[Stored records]
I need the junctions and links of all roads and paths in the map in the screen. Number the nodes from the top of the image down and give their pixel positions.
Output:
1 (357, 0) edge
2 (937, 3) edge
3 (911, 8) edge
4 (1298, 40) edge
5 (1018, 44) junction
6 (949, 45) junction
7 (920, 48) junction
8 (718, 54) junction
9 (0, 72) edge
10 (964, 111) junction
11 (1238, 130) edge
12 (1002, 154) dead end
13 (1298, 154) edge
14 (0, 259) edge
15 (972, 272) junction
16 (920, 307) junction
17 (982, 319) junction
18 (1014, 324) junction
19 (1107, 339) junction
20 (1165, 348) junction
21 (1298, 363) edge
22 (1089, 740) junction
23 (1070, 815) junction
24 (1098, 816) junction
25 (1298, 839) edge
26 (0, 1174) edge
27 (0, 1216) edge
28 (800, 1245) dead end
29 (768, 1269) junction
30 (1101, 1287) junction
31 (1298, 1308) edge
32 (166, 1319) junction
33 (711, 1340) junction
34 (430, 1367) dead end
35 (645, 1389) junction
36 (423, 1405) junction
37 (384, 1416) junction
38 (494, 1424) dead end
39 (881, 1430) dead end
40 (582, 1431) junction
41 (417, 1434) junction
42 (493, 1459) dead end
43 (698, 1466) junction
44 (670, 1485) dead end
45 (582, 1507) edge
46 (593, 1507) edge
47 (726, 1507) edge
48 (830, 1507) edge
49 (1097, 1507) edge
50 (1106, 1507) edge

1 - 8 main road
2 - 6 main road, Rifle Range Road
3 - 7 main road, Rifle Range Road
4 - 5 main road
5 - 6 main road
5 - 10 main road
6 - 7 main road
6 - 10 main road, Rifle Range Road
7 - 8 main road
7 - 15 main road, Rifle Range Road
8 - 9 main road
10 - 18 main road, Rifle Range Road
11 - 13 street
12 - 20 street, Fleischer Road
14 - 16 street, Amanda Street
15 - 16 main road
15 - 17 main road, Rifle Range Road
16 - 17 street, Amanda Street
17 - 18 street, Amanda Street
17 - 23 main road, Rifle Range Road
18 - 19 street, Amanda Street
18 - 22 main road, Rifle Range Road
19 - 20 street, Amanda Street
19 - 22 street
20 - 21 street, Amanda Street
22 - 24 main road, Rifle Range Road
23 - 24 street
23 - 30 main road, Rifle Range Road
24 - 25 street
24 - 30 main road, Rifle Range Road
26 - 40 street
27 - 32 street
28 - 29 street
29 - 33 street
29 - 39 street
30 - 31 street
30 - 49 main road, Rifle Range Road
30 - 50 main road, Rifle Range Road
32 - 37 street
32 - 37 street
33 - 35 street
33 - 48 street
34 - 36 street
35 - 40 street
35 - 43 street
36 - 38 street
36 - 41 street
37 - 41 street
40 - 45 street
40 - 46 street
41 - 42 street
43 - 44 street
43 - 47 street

## [PROBLEM REQUIREMENTS]
Wherever the word "dead" appears in the entries above, copy that line.

## [RESULT OF THIS EXERCISE]
12 (1002, 154) dead end
28 (800, 1245) dead end
34 (430, 1367) dead end
38 (494, 1424) dead end
39 (881, 1430) dead end
42 (493, 1459) dead end
44 (670, 1485) dead end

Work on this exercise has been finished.